Surely the obvious counterpoint from ML is adversarial examples? And the obvious countercountercounterpoint to “Set up a GAN” or “Smart guessers have lower sample complexity” is “But any sufficiently advanced query will, from our perspective, smash or corrupt the oracle.”
The problem isn’t that these things are infinitely hard, it’s that any sufficiently late failure smashes the recovery partition. We only get one chance to not screw them up. And, in the case of ML, we have to initially build the system out of giant inscrutable matrices of floating-point numbers.
I think the “suddenly take over the world” part is indeed an important part of AI risk. If I imagine that the new AIs are just intelligent, secretly malicious individuals that get created at roughly the rate humans get created, then I see little threat from them, except possibly that they could coordinate perfectly in their malice, act like angels until they get into enough critical positions, and then do something irreversible. But that is a lot easier to deal with.
The thing is, “suddenly taking over the world” does seem within the realm of possibility. I’ve made the point to various people that, if an AI gets to the point where it can find security bugs in OpenSSL, then it can probably take over some tens of percent of the internet, at which point it has enormous computing capacity. If you think AIs are developing at a certain rate, then that AI will probably jump over ten stages in its development within minutes. The least it might proceed to do is find bugs in other commonly-used software, and take over >90% of the internet-attached computers, and most of the computers attached to them. Then we can speculate as to what it might do next.

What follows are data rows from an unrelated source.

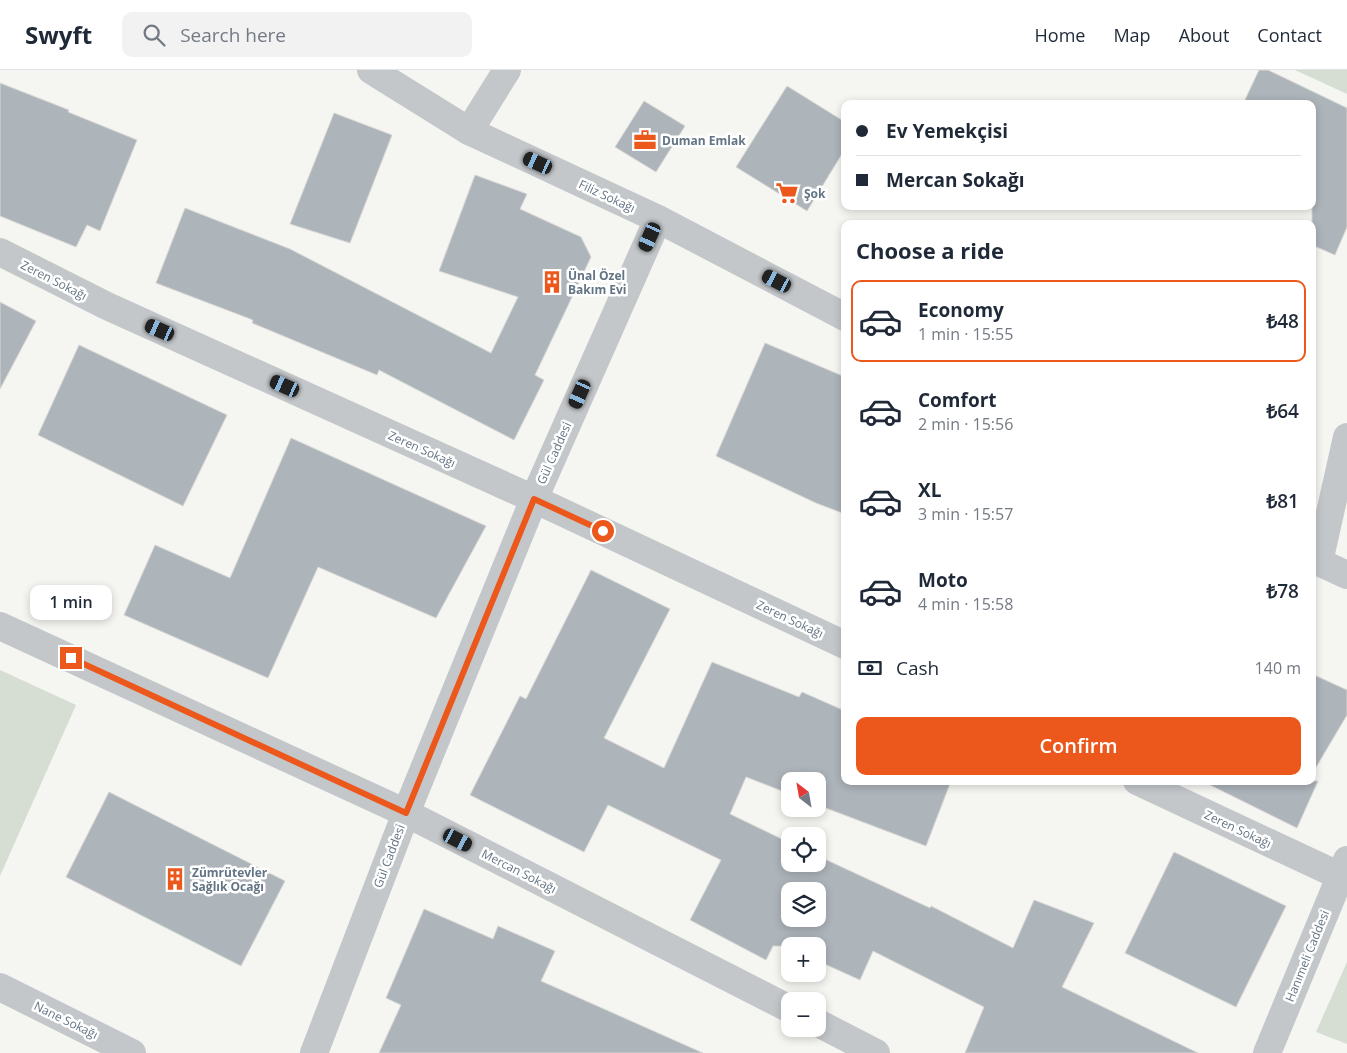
<!DOCTYPE html>
<html lang="en">
<head>
<meta charset="utf-8">
<style>
  :root { --surface:#fff; --page:#f2f2f3; --text:#1f2937; --muted:#747a83; --line:#e0e1e3; --accent:#ec571b }
  body { margin:0; font-family:"Open Sans",sans-serif; background:var(--page); color:var(--text); height:100vh; display:flex; flex-direction:column; font-size:19px; white-space:nowrap }
  * { box-sizing:border-box; margin:0 }
  p { font-size:16px; color:var(--muted) }
  .icon { flex:none; width:28px; height:28px; fill:none; stroke:currentColor; stroke-width:2; stroke-linecap:round; stroke-linejoin:round }
  .map { position:relative; flex:1; overflow:hidden }
  .details { position:absolute; left:841px; top:150px; width:475px; height:565px; display:flex; flex-direction:column; background:var(--surface); border-radius:10px; box-shadow:0 2px 8px #0003 }
  .details>* { flex:none }
  .banner { position:absolute; left:841px; top:30px; width:475px; height:110px; border-radius:10px; box-shadow:0 2px 8px #0003; display:grid; align-content:center; height:110px; padding:0 15px; background:var(--surface) }
  .needle { width:32px; rotate:329deg }
  .tools { position:absolute; left:781px; top:702px; display:grid; gap:10px }
  .tools a { display:grid; place-items:center; width:45px; height:45px; border-radius:10px; background:var(--surface); box-shadow:0 2px 8px #0003; font-size:25px }
  .end { position:absolute; width:22px; height:22px; margin:-11px; border:6px solid #ec571b; background:#fff; box-shadow:0 0 0 2px #fff }
  .from { border-radius:50% }
  .bubble { position:absolute; height:35px; border-radius:10px; background:var(--surface); box-shadow:0 2px 8px #0003; font-size:16px; font-weight:600; line-height:35px; text-align:center }
  .car { position:absolute; width:15px; height:30px; margin:-15px -8px; border-radius:6px; box-shadow:0 0 4px 1px #0007; background:linear-gradient(#222 24%,#8ab4d8 0 40%,#222 0 76%,#8ab4d8 0 86%,#222 0) }
  .banner b { display:flex; align-items:center; gap:18px; height:48px; font-size:19px }
  .banner b+b { border-top:1px solid var(--line) }
  .banner i { width:12px; height:12px; background:var(--text) }
  ul { padding:0; list-style:none }
  li { display:flex; align-items:center; gap:15px; height:82px; margin:0 10px 8px; padding:0 5px; border:2px solid transparent; border-radius:10px }
  li div { flex:1 }
  li b { display:block; font-size:19px }
  li em { font-style:normal; font-weight:600 }
  li.active { border-color:var(--accent) }
  li>.icon { width:45px; height:45px; stroke-width:1.5 }
  h2 { padding:0 15px; font-size:22px; line-height:60px }
  .pay { display:flex; align-items:center; gap:12px; height:55px; padding:0 15px; font-size:19px }
  .pay p { margin-inline-start:auto }
  .button { display:flex; gap:10px; margin-top:auto; padding:10px 15px }
  .button a { flex:1; height:58px; border-radius:10px; background:var(--accent); color:#fff; font-size:20px; font-weight:600; line-height:58px; text-align:center }
  header { display:flex; align-items:center; gap:30px; box-sizing:border-box; height:70px; padding:0 25px; background:var(--surface); border-bottom:1px solid var(--line) }
  header strong { font-size:24px }
  nav { display:flex; gap:28px; margin-inline-start:auto; font-size:18px }
  .search { width:350px; height:45px; background:var(--page); display:flex; align-items:center; gap:12px; box-sizing:border-box; padding:0 18px; border-radius:10px; color:var(--muted); font-size:19px }
  .map>svg:first-child { display:block }
</style>
</head>
<body>
<header>
<strong>Swyft</strong>
<div class="search"><svg class="icon" aria-label="search" viewBox="0 0 24 24"><circle cx="10" cy="10" r="6"/><path d="M15 15l6 6"/></svg>Search here</div>
<nav><a>Home</a><a>Map</a><a>About</a><a>Contact</a></nav>
</header>
<div class="map">
<svg width="1347" height="983" viewBox="0 0 1347 983">
  <rect width="100%" height="100%" fill="#f5f6f1"/>
  <g fill="#d6ddd2">
    <path d="M1295 0H1347V24Z"/>
    <path d="M0 600 76 635 0 806Z"/>
    <path d="M1347 892V974L1316 962Z"/>
  </g>
  <g fill="#adb4ba" stroke="#d7d7d4" fill-rule="evenodd">
    <path d="M1259 0H1268L1347 38V157L1335 185 1312 175V34H1243Z"/>
    <path d="M0 13 69 40 68 42 137 70 100 161 87 155 76 177 0 146Z"/>
    <path d="M787 16 845 52V79L807 141 736 97Z"/>
    <path d="M644 31 685 56 656 102 615 77Z"/>
    <path d="M334 43 392 65 350 173 290 154Z"/>
    <path d="M475 105 527 124 520 139 581 167 591 187 535 305 544 310 514 370 379 300 377 305 252 253 253 250 156 213 185 138 290 179 491 283 518 227 439 201Z"/>
    <path d="M0 232 36 251 0 319Z"/>
    <path d="M765 273 845 307V444L816 433 716 386Z"/>
    <path d="M79 275 227 345 183 436 38 365Z"/>
    <path d="M291 368 486 456 436 548 318 497 268 608 124 545 155 475 230 508Z"/>
    <path d="M591 500 670 539 604 668 664 698 712 592 799 627 802 622 845 641V711H951L926 776 818 735V711H790V724L746 707 730 744 790 773V794H818V786L930 838 931 836 1013 878 1034 830 1094 853 1062 917 1198 983H965L984 937 873 881 860 910 818 891V876H773L766 890 690 850 721 790 608 735 584 782 470 725 520 626 526 629ZM790 821H818V849H790Z"/>
    <path d="M1312 604 1347 620V645L1312 704Z"/>
    <path d="M1202 711H1318L1297 758Z"/>
    <path d="M109 722 285 811 241 896 66 807Z"/>
    <path d="M1174 782 1286 836 1236 937 1125 883Z"/>
    <path d="M424 839 493 869 498 856 555 881 541 911 703 983H379L401 935 386 928Z"/>
  </g>
  <g fill="none" stroke-linecap="round" stroke-linejoin="round">
    <g stroke="#c3c7ca" stroke-width="28">
      <path d="M371 0 469 61 658 149 845 247"/>
      <path d="M469 61 507 0"/>
      <path d="M0 182 107 236 534 429 845 575"/>
      <path d="M1312 489 1347 505"/>
      <path d="M1319 492 1347 367"/>
      <path d="M0 556 406 743 790 939"/>
      <path d="M1137 711 1340 806"/>
      <path d="M0 917 132 983"/>
      <path d="M818 953 876 983"/>
      <path d="M314 983 406 743 534 429 658 149"/>
      <path d="M1267 983 1347 790"/>
    </g>
  </g>
  <g fill="none" stroke-linecap="round" stroke-linejoin="round">
    <path stroke="#ec571b" stroke-width="6" d="M71 588 406 743 534 429 603 461"/>
  </g>
  <defs>
    <symbol id="office-bare" viewBox="-9 -9 18 18"><path d="M-6-3h4V-5.5h4V-3h4V5H-6ZM-1-4.5V-3h2v-1.5ZM-6 0V1H6V0Z" fill="#ec571b" stroke="#fff" stroke-width="2.5" paint-order="stroke"/></symbol>
    <symbol id="supermarket-bare" viewBox="-9 -9 18 18"><path d="M-6-5.5h2.5l.6 2H6L4.5 2H-2.5L-4.4-4H-6ZM-1.5 3.2a1.3 1.3 0 1 0 .1 0ZM3 3.2a1.3 1.3 0 1 0 .1 0Z" fill="#ec571b" stroke="#fff" stroke-width="2.5" paint-order="stroke"/></symbol>
    <symbol id="building-bare" viewBox="-9 -9 18 18"><path d="M-4-6H4V6H1V3H-1V6H-4ZM-2.5-4.3h1.7v1.8h-1.7ZM.8-4.3h1.7v1.8H.8ZM-2.5-1h1.7V.8h-1.7ZM.8-1h1.7V.8H.8Z" fill="#ec571b" stroke="#fff" stroke-width="2.5" paint-order="stroke"/></symbol>
  </defs>
  <g fill-rule="evenodd">
    <use href="#office-bare" x="629" y="54" width="32" height="32"/>
    <use href="#supermarket-bare" x="771" y="107" width="32" height="32"/>
    <use href="#building-bare" x="536" y="196" width="32" height="32"/>
    <use href="#building-bare" x="159" y="793" width="32" height="32"/>
  </g>
  <g text-anchor="middle" dominant-baseline="central" stroke-width="5" stroke-linejoin="round" paint-order="stroke">
    <g font-size="12" font-weight="bold" fill="#637484" stroke="#fff" text-anchor="start">
      <text x="662" y="70">Duman Emlak</text>
      <text x="804" y="123">Şok</text>
      <text x="568" y="205">Ünal Özel<tspan x="568" dy="14">Bakım Evi</tspan></text>
      <text x="192" y="802">Zümrütevler<tspan x="192" dy="14">Sağlık Ocağı</tspan></text>
    </g>
    <g font-size="12" fill="#637484" stroke="#fff">
      <text transform="translate(607 126) rotate(25)">Filiz Sokağı</text>
      <text transform="translate(54 210) rotate(27)">Zeren Sokağı</text>
      <text transform="translate(422 379) rotate(24)">Zeren Sokağı</text>
      <text transform="translate(554 383) rotate(-66)">Gül Caddesi</text>
      <text transform="translate(790 549) rotate(25)">Zeren Sokağı</text>
      <text transform="translate(1238 759) rotate(25)">Zeren Sokağı</text>
      <text transform="translate(389 786) rotate(-69)">Gül Caddesi</text>
      <text transform="translate(519 801) rotate(27)">Mercan Sokağı</text>
      <text transform="translate(1307 886) rotate(-68)">Hanımeli Caddesi</text>
      <text transform="translate(66 950) rotate(26)">Nane Sokağı</text>
    </g>
  </g>
</svg>
<div class="tools">
<a><svg class="needle" viewBox="-14 -14 28 28"><path d="M0-13l5 13h-10z" fill="#e53935"/><path d="M0 13l5-13h-10z" fill="#747a83"/></svg></a>
<a><svg class="icon" aria-label="locate" viewBox="0 0 24 24"><circle cx="12" cy="12" r="6"/><path d="M12 2v4M12 18v4M2 12h4M18 12h4"/></svg></a>
<a><svg class="icon" aria-label="layers" viewBox="0 0 24 24"><path d="M12 4l9 5-9 5-9-5zM3 14l9 5 9-5"/></svg></a>
<a>+</a>
<a>−</a>
</div>
<i class="end from" style="left:603px;top:461px"></i>
<i class="end" style="left:71px;top:588px"></i>
<div class="bubble" style="left:30px;top:515px;width:82px">1 min</div>
<i class="car" style="left:538px;top:93px;rotate:295deg"></i>
<i class="car" style="left:650px;top:167px;rotate:204deg"></i>
<i class="car" style="left:777px;top:211px;rotate:297deg"></i>
<i class="car" style="left:160px;top:260px;rotate:294deg"></i>
<i class="car" style="left:285px;top:316px;rotate:294deg"></i>
<i class="car" style="left:580px;top:324px;rotate:204deg"></i>
<i class="car" style="left:458px;top:770px;rotate:117deg"></i>
<div class="banner">
<b><i class="from"></i>Ev Yemekçisi</b>
<b><i></i>Mercan Sokağı</b>
</div>
<section class="details">
<h2>Choose a ride</h2>
<ul>
<li class="active"><svg class="icon" aria-label="car" viewBox="0 0 24 24"><path d="M5 17H2v-5l4-1 3-4h7l3 4 3 1v5h-3M9 17h6M6 11h13"/><circle cx="7" cy="17" r="2"/><circle cx="17" cy="17" r="2"/></svg><div><b>Economy</b><p>1 min · 15:55</p></div><em>₺48</em></li>
<li><svg class="icon" aria-label="car" viewBox="0 0 24 24"><path d="M5 17H2v-5l4-1 3-4h7l3 4 3 1v5h-3M9 17h6M6 11h13"/><circle cx="7" cy="17" r="2"/><circle cx="17" cy="17" r="2"/></svg><div><b>Comfort</b><p>2 min · 15:56</p></div><em>₺64</em></li>
<li><svg class="icon" aria-label="car" viewBox="0 0 24 24"><path d="M5 17H2v-5l4-1 3-4h7l3 4 3 1v5h-3M9 17h6M6 11h13"/><circle cx="7" cy="17" r="2"/><circle cx="17" cy="17" r="2"/></svg><div><b>XL</b><p>3 min · 15:57</p></div><em>₺81</em></li>
<li><svg class="icon" aria-label="car" viewBox="0 0 24 24"><path d="M5 17H2v-5l4-1 3-4h7l3 4 3 1v5h-3M9 17h6M6 11h13"/><circle cx="7" cy="17" r="2"/><circle cx="17" cy="17" r="2"/></svg><div><b>Moto</b><p>4 min · 15:58</p></div><em>₺78</em></li>
</ul>
<div class="pay"><svg class="icon" aria-label="cash" viewBox="0 0 24 24"><path d="M3 7h18v10H3z"/><circle cx="12" cy="12" r="2"/></svg>Cash<p>140 m</p></div>
<div class="button"><a>Confirm</a></div>
</section>
</div>
</body>
</html>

It might not be the end of today’s world, but I think more and more critical infrastructure will be computer-controlled in future years; it could probably at least threaten to wreck trillions of dollars of equipment, and possibly ruin supply chains that feed hundreds of millions of people. Today, it could certainly take over all the self-driving-capable cars (Tesla’s entire fleet, and others’) and threaten to directly kill millions. I don’t know if threats would be necessary to dominate the world, but they are one approach.

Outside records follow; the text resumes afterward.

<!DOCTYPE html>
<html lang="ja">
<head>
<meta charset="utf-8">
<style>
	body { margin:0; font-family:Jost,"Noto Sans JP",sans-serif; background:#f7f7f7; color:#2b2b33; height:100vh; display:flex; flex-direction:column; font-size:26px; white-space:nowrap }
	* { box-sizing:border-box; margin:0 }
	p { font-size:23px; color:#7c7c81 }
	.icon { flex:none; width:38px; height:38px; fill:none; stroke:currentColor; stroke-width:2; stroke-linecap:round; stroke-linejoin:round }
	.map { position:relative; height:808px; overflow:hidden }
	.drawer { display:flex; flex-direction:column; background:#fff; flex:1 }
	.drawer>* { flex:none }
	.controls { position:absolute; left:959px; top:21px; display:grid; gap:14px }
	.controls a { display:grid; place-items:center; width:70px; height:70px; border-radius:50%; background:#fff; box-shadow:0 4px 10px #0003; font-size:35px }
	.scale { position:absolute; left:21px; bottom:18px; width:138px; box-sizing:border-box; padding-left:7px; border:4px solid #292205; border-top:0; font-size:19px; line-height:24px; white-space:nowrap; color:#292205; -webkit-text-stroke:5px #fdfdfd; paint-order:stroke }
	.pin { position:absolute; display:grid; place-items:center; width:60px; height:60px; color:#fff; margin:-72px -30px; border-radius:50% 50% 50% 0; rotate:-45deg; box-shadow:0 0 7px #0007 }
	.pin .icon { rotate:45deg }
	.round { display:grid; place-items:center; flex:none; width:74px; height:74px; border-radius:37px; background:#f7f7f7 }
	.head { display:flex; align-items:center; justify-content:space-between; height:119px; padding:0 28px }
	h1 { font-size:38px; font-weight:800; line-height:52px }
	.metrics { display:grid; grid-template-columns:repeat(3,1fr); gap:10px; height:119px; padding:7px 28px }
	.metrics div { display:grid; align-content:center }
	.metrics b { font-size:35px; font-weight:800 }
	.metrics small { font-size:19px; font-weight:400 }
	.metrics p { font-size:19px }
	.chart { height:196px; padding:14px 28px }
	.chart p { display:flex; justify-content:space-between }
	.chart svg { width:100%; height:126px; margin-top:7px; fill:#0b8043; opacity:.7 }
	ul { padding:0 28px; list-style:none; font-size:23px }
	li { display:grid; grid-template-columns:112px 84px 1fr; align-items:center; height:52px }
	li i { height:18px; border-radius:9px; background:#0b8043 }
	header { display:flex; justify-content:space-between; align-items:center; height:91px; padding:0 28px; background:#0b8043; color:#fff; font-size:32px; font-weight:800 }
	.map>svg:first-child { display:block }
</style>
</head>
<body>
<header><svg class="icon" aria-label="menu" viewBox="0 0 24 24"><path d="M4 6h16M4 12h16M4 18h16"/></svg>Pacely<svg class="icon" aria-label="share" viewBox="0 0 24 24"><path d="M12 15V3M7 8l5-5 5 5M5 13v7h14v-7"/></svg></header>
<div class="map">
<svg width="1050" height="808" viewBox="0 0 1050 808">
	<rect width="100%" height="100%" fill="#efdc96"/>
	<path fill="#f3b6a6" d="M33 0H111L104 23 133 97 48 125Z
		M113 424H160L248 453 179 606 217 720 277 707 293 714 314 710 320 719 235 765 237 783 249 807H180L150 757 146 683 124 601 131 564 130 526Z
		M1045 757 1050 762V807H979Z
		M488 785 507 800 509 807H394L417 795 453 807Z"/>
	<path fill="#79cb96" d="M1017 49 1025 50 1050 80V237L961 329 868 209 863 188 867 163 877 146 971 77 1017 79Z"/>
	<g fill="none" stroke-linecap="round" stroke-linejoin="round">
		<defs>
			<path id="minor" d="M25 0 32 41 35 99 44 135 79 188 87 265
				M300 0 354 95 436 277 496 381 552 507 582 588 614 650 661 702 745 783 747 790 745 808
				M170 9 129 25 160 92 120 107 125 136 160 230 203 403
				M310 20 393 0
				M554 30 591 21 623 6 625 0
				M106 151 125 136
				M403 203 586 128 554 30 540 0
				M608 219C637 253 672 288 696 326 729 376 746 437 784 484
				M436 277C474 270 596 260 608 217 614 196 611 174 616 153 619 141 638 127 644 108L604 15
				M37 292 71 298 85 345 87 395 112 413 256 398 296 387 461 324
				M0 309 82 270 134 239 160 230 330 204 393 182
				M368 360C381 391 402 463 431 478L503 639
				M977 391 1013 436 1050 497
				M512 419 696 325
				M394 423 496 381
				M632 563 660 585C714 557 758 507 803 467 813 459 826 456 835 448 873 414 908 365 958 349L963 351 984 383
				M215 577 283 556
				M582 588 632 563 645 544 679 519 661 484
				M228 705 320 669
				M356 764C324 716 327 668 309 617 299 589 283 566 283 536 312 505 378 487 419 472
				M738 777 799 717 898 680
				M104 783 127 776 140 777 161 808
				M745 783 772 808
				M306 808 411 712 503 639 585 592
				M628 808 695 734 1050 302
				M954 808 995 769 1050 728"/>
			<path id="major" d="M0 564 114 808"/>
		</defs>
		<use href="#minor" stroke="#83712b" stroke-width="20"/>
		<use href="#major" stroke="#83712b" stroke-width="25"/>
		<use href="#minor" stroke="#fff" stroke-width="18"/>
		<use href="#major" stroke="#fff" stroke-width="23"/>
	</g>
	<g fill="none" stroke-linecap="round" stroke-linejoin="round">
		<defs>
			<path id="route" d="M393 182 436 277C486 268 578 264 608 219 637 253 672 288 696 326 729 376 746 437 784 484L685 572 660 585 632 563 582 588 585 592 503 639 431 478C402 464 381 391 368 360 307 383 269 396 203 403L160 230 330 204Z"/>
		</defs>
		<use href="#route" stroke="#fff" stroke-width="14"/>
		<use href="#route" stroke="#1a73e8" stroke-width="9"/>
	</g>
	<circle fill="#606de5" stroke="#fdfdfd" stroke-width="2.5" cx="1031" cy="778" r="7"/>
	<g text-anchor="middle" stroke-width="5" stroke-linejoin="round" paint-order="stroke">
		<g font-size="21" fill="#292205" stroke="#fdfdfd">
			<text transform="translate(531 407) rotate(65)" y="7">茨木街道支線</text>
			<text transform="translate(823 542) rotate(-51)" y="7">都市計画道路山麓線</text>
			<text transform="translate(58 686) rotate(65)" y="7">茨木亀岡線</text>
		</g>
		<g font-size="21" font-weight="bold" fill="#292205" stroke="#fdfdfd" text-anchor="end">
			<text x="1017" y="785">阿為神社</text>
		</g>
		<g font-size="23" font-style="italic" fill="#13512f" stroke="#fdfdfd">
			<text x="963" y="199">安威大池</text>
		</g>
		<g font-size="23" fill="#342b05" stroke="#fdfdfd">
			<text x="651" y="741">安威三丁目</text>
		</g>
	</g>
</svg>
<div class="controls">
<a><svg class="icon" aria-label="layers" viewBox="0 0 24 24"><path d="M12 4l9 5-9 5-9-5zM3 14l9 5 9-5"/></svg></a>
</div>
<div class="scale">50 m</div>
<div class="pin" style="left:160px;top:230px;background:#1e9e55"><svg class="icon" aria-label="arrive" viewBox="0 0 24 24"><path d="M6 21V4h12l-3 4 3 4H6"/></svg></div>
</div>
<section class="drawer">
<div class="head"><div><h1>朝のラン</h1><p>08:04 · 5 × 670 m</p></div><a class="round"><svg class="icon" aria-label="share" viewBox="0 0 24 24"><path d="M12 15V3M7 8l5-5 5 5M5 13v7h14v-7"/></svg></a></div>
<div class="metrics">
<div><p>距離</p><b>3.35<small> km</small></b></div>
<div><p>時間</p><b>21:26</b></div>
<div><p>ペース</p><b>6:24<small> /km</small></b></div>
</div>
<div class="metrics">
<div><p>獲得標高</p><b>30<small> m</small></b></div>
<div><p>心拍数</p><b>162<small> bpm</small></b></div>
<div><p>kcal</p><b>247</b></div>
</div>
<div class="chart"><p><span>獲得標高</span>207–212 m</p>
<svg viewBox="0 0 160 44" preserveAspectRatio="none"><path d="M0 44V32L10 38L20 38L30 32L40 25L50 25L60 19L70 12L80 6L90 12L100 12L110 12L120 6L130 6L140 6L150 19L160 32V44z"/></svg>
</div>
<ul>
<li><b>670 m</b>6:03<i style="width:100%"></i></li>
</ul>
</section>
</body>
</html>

Why would it try to take over the world? Well, if it thinks it has a 99.9999% chance of creating heaven on earth, but there’s a 1% chance that a significantly worse AI will spring up and create hell on earth (or that some idiots will start nuclear war, release bioengineered plagues, choose your favorite existential threat), then any world domination plan with, say, at least 99.9% estimated chance of success would appear to be justified. I think there are humans who reason that way; why not it? (Perhaps it could bioengineer its own plague, tell everyone they have to go into shelters it controls if they want the antidote, and count on there being at least some who do, from which it can repopulate the world in its vision of Utopia. Or just kill everyone, build infrastructure, and then clone people in captivity.)